Счетоводы, сами бывшие из второстепенного дома, кланялись, извинялись, но смотрели гордо вокруг. Ещё бы, за пару дней были посещены несколько дворцов знати, вызывая этим зубовный скрежет у всех, кто видел их у себя в святая святых, вот только солдаты и патрули, сопровождающие переписчиков, которые кроме богатств считали ещё и количество людей в родах, поскольку я так и не оставил свою идею с паспортизацией населения. Начав с проституток и их медных пластин, я собирался ремесленникам и торговому люду выдавать серебряные в зависимости от уровня дохода, ну а знати конечно золотые, чтобы хоть как-то смягчить удар по их гордости. Хотя тут конечно не факт, не все благородные семейства могли преодолеть планку доходов, установленную мной для получения золотых пластин, кому-то придётся довольствоваться и серебренной.
— Ну и свинья же ты, Витале, — мама качала головой, сопровождая меня везде, — я столько сил отдала, тебя воспитывая, потакала всем прихотям и вот что получила по итогу.
— Давай поспорим матушка, что по возвращении отца, ты будешь сама умолять меня, простить тебя за эти жестокие слова, — мне было крайне тяжело слышать от неё подобное, но выбора не было, я встал на этот путь, обратного пути с которого уже не было.
Мама гневно посмотрела на меня, но спорить не стала, лишь гордо фыркнув и удалившись прочь.
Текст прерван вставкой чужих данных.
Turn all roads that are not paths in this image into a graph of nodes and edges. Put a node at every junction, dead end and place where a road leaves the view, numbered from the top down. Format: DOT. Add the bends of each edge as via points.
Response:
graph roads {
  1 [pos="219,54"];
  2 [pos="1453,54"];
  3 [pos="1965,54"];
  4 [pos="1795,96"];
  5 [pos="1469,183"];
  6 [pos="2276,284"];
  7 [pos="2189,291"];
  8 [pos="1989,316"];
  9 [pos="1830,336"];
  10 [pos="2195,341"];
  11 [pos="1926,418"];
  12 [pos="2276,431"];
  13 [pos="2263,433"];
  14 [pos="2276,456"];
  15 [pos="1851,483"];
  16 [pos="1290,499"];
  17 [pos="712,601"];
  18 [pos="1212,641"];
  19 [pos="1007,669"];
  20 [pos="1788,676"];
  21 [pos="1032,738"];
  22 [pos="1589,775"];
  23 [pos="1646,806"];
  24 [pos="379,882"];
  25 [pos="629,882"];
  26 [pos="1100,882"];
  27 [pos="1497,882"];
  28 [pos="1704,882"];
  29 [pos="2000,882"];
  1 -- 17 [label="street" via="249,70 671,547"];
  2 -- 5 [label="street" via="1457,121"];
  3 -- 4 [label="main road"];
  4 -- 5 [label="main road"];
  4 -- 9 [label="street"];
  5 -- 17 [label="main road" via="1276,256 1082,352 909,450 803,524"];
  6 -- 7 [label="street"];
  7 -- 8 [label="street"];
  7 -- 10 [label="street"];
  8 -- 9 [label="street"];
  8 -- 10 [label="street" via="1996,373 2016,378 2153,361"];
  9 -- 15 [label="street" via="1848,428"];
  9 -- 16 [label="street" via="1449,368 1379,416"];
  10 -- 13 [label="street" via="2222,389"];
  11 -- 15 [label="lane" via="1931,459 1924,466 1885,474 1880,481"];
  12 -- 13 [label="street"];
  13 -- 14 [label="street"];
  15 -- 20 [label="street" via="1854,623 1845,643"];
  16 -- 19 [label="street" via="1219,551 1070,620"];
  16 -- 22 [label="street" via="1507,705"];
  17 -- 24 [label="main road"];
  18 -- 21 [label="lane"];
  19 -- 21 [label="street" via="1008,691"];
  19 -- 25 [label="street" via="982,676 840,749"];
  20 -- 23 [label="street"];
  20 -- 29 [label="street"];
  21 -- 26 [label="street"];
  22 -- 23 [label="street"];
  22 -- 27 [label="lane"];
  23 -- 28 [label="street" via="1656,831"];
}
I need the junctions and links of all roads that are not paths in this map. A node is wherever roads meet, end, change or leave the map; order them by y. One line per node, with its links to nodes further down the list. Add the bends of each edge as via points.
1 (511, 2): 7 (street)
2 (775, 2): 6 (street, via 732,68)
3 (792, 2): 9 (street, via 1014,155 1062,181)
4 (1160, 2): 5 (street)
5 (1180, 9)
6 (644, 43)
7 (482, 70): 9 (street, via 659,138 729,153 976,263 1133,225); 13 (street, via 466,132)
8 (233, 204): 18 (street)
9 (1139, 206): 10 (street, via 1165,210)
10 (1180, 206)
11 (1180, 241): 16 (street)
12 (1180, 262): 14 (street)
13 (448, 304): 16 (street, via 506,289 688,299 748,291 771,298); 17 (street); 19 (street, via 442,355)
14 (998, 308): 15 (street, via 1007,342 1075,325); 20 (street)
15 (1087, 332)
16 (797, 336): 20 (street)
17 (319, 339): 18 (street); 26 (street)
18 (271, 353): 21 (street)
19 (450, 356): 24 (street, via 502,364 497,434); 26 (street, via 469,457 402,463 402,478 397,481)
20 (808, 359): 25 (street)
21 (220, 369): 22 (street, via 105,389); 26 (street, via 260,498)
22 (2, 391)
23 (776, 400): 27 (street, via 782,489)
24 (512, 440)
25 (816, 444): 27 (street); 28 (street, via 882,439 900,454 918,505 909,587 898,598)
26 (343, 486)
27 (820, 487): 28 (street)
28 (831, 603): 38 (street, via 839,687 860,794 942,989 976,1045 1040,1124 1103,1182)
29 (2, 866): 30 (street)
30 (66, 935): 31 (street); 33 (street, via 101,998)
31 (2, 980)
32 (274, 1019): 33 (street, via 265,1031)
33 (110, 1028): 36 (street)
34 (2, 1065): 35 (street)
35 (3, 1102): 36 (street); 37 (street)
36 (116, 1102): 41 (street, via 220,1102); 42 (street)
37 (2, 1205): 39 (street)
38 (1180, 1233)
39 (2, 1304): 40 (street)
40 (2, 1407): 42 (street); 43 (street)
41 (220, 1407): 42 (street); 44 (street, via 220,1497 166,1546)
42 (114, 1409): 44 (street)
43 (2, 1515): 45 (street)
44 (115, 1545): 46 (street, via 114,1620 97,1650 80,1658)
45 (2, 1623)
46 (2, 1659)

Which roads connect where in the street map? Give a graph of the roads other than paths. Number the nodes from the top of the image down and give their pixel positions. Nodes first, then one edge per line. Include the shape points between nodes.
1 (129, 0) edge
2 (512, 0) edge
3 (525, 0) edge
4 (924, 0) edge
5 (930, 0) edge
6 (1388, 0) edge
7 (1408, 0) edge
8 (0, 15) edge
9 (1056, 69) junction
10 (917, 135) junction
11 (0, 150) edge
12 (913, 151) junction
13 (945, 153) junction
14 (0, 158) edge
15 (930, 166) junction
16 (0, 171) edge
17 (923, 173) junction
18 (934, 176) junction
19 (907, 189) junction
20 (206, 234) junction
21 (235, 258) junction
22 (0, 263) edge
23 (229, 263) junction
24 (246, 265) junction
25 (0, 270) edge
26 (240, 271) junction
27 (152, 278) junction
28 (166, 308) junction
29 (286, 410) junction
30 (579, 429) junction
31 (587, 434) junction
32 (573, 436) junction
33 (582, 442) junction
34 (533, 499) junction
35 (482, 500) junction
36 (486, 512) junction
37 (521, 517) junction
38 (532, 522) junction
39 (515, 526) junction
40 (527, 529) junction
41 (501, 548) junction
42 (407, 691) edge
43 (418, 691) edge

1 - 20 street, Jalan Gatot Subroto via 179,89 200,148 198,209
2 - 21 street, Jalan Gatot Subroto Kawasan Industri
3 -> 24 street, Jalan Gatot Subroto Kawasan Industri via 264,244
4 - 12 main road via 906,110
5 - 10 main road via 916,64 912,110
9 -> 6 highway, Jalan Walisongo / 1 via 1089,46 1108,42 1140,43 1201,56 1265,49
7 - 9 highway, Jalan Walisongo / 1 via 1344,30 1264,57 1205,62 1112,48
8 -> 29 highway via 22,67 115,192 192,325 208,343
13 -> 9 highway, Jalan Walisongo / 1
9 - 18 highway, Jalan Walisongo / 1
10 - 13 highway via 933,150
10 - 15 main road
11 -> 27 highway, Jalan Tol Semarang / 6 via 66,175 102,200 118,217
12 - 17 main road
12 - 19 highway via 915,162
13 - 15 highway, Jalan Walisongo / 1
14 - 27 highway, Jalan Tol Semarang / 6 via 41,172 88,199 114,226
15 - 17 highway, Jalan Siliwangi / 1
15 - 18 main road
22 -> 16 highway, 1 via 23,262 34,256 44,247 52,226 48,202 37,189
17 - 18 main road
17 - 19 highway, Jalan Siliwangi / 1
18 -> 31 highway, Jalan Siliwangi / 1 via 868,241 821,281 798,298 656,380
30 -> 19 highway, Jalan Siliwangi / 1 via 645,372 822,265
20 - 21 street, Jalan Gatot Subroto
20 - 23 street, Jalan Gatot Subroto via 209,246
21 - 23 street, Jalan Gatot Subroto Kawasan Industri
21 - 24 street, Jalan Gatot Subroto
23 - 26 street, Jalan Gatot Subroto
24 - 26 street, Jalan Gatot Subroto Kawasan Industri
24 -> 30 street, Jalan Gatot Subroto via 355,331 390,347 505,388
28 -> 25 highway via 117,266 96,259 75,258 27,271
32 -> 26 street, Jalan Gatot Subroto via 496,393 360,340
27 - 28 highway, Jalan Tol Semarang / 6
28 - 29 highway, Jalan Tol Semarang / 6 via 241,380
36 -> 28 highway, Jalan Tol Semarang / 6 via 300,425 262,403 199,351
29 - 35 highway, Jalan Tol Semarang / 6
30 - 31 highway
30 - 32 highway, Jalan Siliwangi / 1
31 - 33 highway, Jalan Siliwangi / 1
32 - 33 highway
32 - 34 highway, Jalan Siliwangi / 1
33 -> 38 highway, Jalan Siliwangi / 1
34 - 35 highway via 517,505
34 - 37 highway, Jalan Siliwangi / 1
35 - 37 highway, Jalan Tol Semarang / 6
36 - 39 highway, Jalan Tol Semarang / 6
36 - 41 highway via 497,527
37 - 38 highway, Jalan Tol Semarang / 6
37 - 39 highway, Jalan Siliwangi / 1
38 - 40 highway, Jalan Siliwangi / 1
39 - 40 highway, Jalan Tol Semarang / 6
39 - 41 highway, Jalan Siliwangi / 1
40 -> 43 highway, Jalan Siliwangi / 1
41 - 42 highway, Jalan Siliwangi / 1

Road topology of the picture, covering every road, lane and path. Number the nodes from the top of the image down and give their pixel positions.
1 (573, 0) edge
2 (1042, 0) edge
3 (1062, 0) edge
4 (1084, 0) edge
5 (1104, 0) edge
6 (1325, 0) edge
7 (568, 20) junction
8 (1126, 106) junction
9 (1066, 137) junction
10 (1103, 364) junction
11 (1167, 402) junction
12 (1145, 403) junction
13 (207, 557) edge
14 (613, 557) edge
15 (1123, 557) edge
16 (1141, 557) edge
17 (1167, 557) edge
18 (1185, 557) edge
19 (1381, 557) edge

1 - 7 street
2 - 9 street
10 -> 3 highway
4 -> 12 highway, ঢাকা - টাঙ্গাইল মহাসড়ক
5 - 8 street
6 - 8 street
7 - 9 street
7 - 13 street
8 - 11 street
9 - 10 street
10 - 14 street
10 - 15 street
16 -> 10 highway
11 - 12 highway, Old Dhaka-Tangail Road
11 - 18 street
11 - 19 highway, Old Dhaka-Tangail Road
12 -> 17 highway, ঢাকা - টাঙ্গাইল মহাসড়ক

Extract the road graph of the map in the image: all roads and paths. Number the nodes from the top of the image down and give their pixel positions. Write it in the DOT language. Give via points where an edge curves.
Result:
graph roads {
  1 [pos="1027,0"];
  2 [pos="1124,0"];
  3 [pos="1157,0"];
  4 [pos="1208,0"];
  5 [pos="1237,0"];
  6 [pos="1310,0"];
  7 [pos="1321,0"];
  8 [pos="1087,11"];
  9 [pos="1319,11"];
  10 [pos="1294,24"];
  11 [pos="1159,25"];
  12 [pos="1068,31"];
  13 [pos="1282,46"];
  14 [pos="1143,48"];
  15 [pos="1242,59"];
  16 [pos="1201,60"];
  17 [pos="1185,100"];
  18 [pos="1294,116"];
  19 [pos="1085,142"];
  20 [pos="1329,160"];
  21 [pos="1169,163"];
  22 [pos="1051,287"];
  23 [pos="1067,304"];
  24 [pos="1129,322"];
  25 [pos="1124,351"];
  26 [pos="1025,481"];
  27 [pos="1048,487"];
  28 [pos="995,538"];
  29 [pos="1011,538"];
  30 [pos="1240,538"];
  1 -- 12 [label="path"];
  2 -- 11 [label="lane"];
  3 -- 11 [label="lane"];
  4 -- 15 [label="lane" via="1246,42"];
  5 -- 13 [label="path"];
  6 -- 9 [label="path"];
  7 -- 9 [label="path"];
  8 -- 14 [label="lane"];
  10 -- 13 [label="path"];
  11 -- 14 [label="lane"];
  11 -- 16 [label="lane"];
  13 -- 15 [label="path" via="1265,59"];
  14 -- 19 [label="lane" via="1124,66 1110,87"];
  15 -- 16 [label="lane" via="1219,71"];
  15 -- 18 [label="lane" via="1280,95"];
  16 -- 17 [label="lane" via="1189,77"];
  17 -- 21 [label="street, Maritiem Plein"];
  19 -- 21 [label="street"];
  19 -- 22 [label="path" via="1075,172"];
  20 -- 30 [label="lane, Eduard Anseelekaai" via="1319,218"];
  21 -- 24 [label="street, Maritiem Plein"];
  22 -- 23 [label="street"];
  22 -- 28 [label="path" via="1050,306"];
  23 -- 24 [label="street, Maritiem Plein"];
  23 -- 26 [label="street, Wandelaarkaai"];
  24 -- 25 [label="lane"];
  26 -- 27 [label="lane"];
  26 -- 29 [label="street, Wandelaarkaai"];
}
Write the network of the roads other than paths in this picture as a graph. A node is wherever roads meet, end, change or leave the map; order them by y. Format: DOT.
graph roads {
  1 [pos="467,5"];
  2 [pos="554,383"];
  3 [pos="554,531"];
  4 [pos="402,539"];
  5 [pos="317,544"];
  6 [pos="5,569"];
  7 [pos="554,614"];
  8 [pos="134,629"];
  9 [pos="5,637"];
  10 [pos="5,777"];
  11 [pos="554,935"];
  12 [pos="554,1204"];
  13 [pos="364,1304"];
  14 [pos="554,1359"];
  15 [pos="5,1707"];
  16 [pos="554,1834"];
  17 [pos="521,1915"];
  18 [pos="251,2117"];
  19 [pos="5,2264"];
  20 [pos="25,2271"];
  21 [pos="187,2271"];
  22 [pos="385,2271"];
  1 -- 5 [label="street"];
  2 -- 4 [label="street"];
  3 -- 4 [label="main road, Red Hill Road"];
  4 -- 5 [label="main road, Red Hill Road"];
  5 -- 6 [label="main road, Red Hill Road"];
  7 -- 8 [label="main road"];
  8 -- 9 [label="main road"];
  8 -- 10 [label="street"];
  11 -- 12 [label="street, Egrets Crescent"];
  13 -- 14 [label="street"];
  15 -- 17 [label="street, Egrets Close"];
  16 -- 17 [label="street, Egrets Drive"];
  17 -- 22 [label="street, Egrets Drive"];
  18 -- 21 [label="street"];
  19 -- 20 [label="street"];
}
Со мной во главе, в доме проблем не возникло, хотя ненавистных взглядов конечно было хоть отбавляй. Закончив перепись богатств в сокровищнице рода, поскольку свою я дал описать ещё раньше, сразу выплатив в городскую казну причитающееся по-своему же закону долю, так что далее мы переписали всех родных, и удалились, чтобы не накалять обстановку ещё дальше.
Вечером, сидя за столом и грустно ковыряя вилкой паштет, я попросился у сеньора Франческо, чтобы он меня усыновил. Тот вздрогнул, облил себя горячим чаем, и пока слуги бегали, чтобы вытереть всё, он ответил.
— Витале, я честно тебе скажу, что лучше усыновлю сатану, если он попросит меня об этом, чем тебя. От него понятно, чего ожидать, он лишь заберёт себе мою грешную душу, но от тебя, даже я, знающий тебя столько лет, не знаю, чего ждать. Так что прости, но нет.
***
Как ни странно, но после так долго ожидаемого мной интердикта, жизнь в городе наоборот успокоилась. Днём я выполнял функции мирского чиновника, разбирая жалобы и городские проблемы с канализацией, вывозом мусора, поставками воды, продуктов и прочего, а вечером отправлялся в свой собор, который не прекращали строить и украшать, даже во время проведения обрядов и месс.
Самое интересное было то, что первые несколько дней аристократия, обозлённая на меня до предела, не приходила вместе с остальными жителями, но уже в субботу, сначала появились женщины с детьми, затем старики, а потом и взрослые подтянулись, поскольку как жить без церкви в это время, не представлял себе никто. Я же, проводя обряды и мессы, всегда вёл себя крайне корректно и предупредительно, ни видом, ни голосом не давая понять, что пользуюсь их безвыходным положением и тем самым унижаю их. Моё ровное и заботливое отношение ко всем было одинаковым и это похоже проняло многих. Людей из аристократических домов, с каждым днём становилось всё больше, что не могло меня не радовать, поскольку осталось сделать ещё пару запланированных шагов, и можно было отправляться на помощь к отцу.